For those used to watching Paul Collingwood the cricketer, the term loyal and trusted servant seemed a most apposite phrase. Not for him the lofty perch of high office.
And yet it is never wise to underestimate the honest grafter, for Collingwood remains the only man to have captained England to a global trophy, an achievement that could yet have a telling effect on this World Cup summer.
It is for these qualities as well as that accolade, the World T20 title in 2010, that 42-year-old Collingwood remains favourite to take over from Trevor Bayliss for one of the England lead coach roles, should the job be split following the Australian’s retirement as head coach at the end of the season.
That appointment, which looks a shoo-in, is not exactly a surprise. Collingwood, who retired from Durham last year, has never made any secret of his desire to coach England. Indeed, he had been working with the team during their recent tour to the Caribbean, his immediate brief being to sharpen their fielding.
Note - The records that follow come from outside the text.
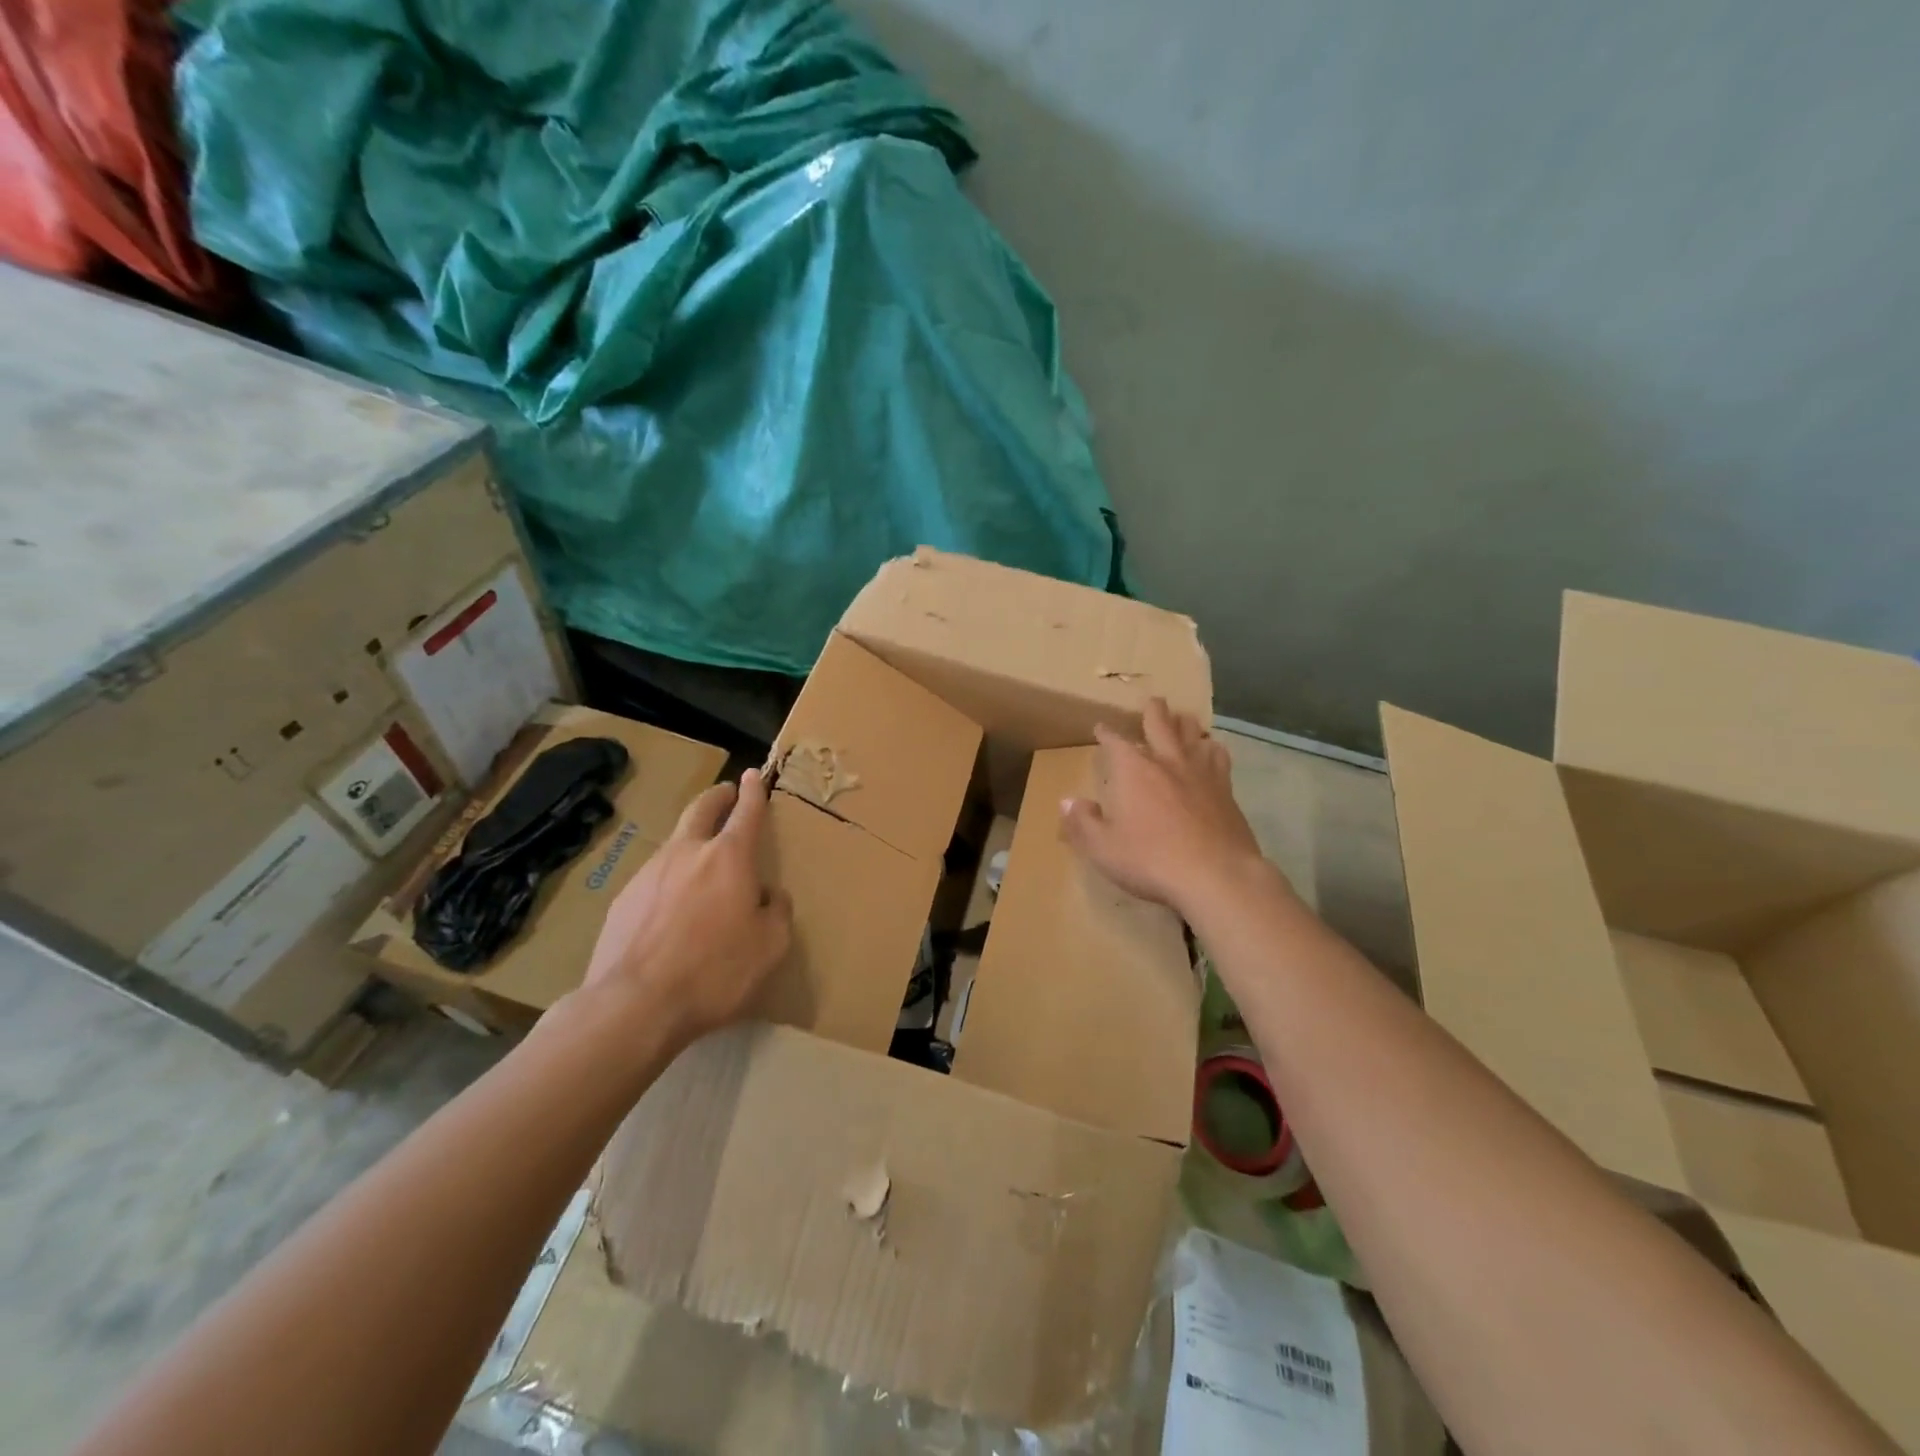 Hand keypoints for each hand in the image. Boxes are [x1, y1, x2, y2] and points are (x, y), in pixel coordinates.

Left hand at [582, 767, 791, 1052]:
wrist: (634, 1005)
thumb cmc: (715, 971)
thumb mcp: (770, 946)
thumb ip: (777, 911)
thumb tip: (768, 894)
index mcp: (729, 857)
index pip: (746, 812)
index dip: (753, 792)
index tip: (754, 775)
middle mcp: (687, 853)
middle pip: (701, 809)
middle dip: (717, 796)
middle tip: (726, 793)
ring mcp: (649, 873)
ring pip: (675, 843)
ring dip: (692, 839)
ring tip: (702, 861)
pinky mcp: (623, 899)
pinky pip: (655, 877)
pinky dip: (670, 878)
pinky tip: (672, 908)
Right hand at [1061, 698, 1272, 915]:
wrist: (1215, 875)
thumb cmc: (1150, 860)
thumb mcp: (1103, 848)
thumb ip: (1082, 823)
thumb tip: (1067, 802)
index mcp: (1133, 770)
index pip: (1115, 741)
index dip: (1106, 733)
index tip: (1101, 729)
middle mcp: (1166, 761)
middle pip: (1160, 723)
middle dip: (1153, 711)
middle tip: (1152, 701)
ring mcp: (1200, 772)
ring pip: (1193, 734)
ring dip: (1185, 724)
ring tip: (1183, 719)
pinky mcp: (1226, 789)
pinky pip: (1218, 757)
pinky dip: (1211, 748)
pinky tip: (1211, 752)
They say the best coaches are rarely the best players, the latter group being naturally instinctive rather than deep thinkers, and Collingwood has driven his talents rather than the other way around.
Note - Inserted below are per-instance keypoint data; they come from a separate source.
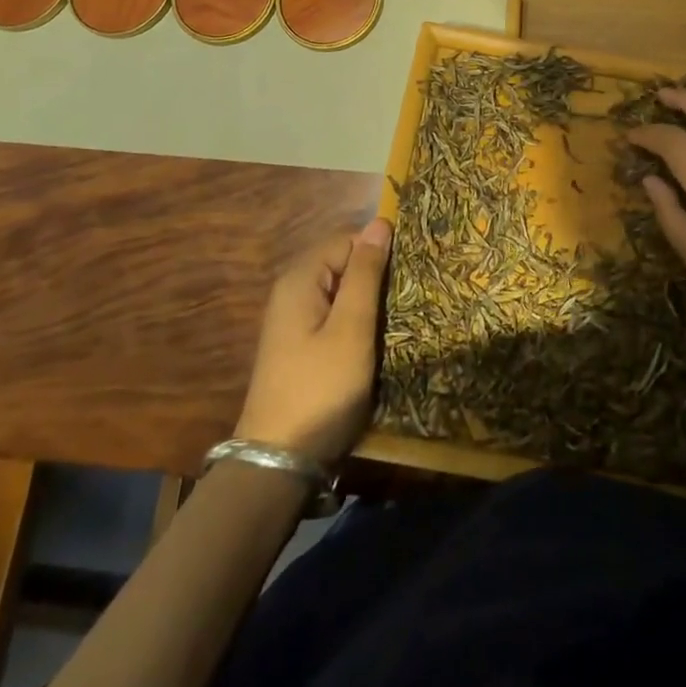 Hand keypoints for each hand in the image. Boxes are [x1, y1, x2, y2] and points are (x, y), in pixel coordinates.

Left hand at [235, 219, 390, 465]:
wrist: (278, 464)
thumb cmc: (320, 389)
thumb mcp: (351, 328)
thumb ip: (366, 274)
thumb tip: (380, 222)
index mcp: (301, 278)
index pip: (349, 240)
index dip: (379, 253)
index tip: (407, 278)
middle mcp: (292, 291)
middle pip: (344, 264)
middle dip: (375, 277)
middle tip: (407, 301)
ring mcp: (294, 320)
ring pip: (342, 292)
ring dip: (369, 302)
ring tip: (398, 320)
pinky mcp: (300, 346)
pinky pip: (334, 316)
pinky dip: (356, 322)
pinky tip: (375, 341) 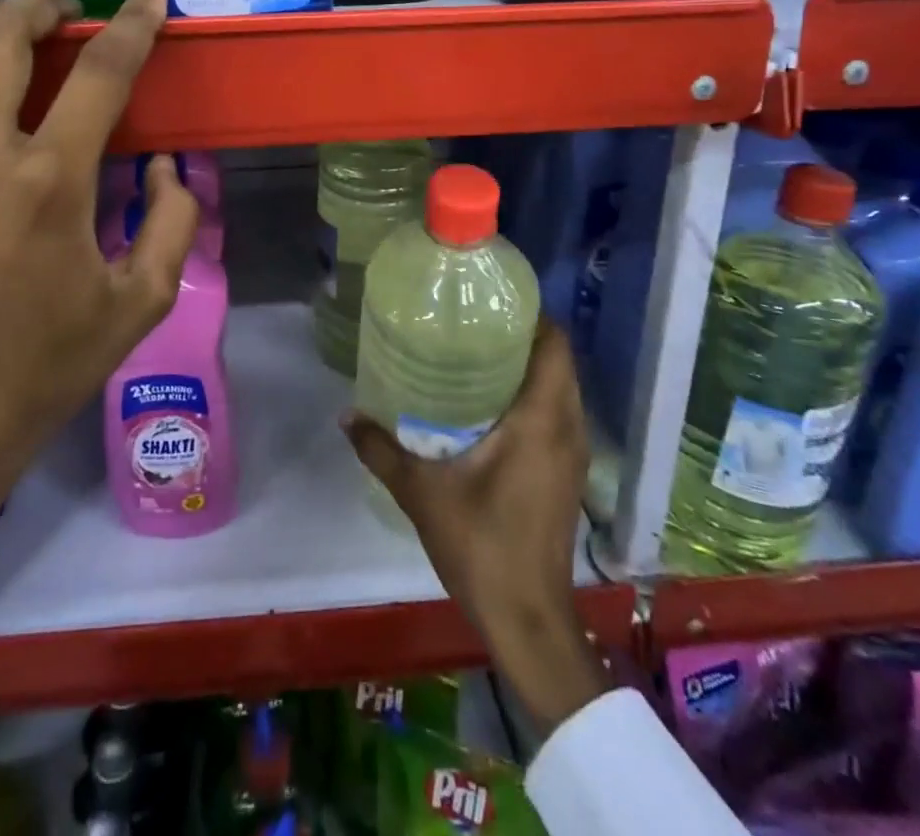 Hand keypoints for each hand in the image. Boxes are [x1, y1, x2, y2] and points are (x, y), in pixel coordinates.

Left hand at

He has always been brutally honest about his shortcomings, too, his one notable talent being the ability to squeeze the most from himself through hard work and shrewd observations of how others got things done.
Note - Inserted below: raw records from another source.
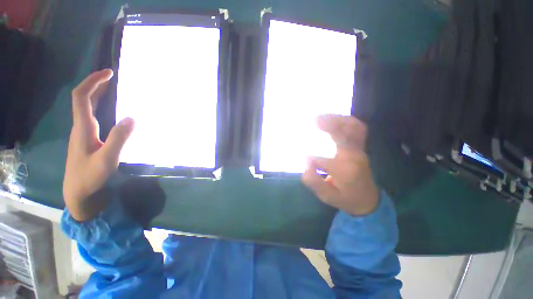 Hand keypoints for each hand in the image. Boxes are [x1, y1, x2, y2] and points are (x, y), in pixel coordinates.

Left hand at [63, 69, 134, 220]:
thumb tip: (132, 117)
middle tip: (113, 77)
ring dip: (98, 95)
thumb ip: (119, 138)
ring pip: (87, 107)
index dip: (93, 82)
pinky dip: (101, 107)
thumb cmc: (90, 177)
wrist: (79, 193)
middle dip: (96, 84)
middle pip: (83, 99)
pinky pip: (93, 116)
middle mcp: (81, 127)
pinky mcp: (88, 140)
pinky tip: (112, 111)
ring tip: (114, 89)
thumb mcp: (107, 159)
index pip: (82, 97)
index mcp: (83, 128)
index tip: (109, 73)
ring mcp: (83, 133)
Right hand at [302, 115, 378, 215]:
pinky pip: (358, 128)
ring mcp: (359, 150)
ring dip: (337, 119)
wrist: (368, 200)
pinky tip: (336, 119)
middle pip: (341, 134)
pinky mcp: (361, 147)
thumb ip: (314, 181)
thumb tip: (305, 162)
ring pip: (352, 127)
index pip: (319, 159)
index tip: (304, 161)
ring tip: (321, 116)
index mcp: (343, 170)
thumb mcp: (327, 196)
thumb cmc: (346, 198)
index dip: (308, 159)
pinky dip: (347, 120)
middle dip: (326, 124)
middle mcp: (353, 156)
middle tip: (312, 119)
Let’s face it, you don’t notch the most ever ODIs by an England player (197, though soon to be overtaken by Eoin Morgan, currently on 194) in such a fast-changing format without being savvy and adaptable. Although he played 68 Tests, often with distinction given he averaged 40.56 and scored 10 hundreds, he offered most as a white-ball player.
Dynamic and athletic in the field; able to bowl seam up with good variations of pace, swing and cut; and with the skill to bat anywhere from three to seven, his was an all-round package lacking only in brutal power-hitting. Even so, he still managed 98 sixes in T20 and 50-over internationals for England.
When he first appeared on the England scene it wasn’t immediately apparent why he’d been picked, his county form not being sparkling.
I remember speculating on the 2002/03 tour of Australia that he’d made the 17-man squad because Duncan Fletcher, England’s coach, felt he was a good bloke and you need them on long, hard Ashes tours.
After all, it was the third England tour he’d been picked for and he’d yet to make his Test debut. Yet, he didn’t play in Australia, either, a spare part role that saw some team-mates nickname him toenails, on account that they were the only part of him visible every time he cosied up to Fletcher.
That reputation as ‘teacher’s pet,’ although a tad unfair, is one often borne by moderate talents who, by dint of hard work, haul themselves to the summit of their sport.
Survival instincts vary and he has always been closer to the establishment than not, which is why his possible appointment now, with Ashley Giles as director of England cricket (Giles was both a team-mate and a similarly dimensioned talent to Collingwood), would seem a formality.
It would certainly make sense strategically. On the cusp of a home World Cup, one in which England will be favourites, it will be useful to have someone on hand who has actually won a global tournament after decades of failure. There are many in sport rumoured to have the Midas touch but Collingwood has actually got the booty to prove it.
If he gets the job now he will also be able to shadow Bayliss throughout the Ashes series that follows. Although many will assume that coaching/mentoring red and white-ball teams is more or less the same thing, England’s recent results suggest otherwise with the white-ball side swatting aside most opponents and the Test team faltering against teams the rankings say they should beat easily.
Any experience of getting into England’s Test mindset should, therefore, prove invaluable. A bit of Collingwood grit would not go amiss in the Test team’s batting.
His 206 against Australia in 2006, which lasted eight and a half hours and took 392 balls, the majority of them faced with Shane Warne sledging him about the MBE he received in 2005 for scoring just 17 runs in Ashes series, was a masterclass in yielding nothing to an opponent.
Despite that, England still contrived to lose the match after declaring their first innings on 551-6. Collingwood, though, unbeaten in the second innings collapse, was blameless.
He remains fit and lithe, something Fletcher, his old coach, reckoned would become increasingly important when managing international teams. With that and all those other boxes ticked his appointment would seem a foregone conclusion to most of us, though not Collingwood.
He has learnt never to take anything for granted.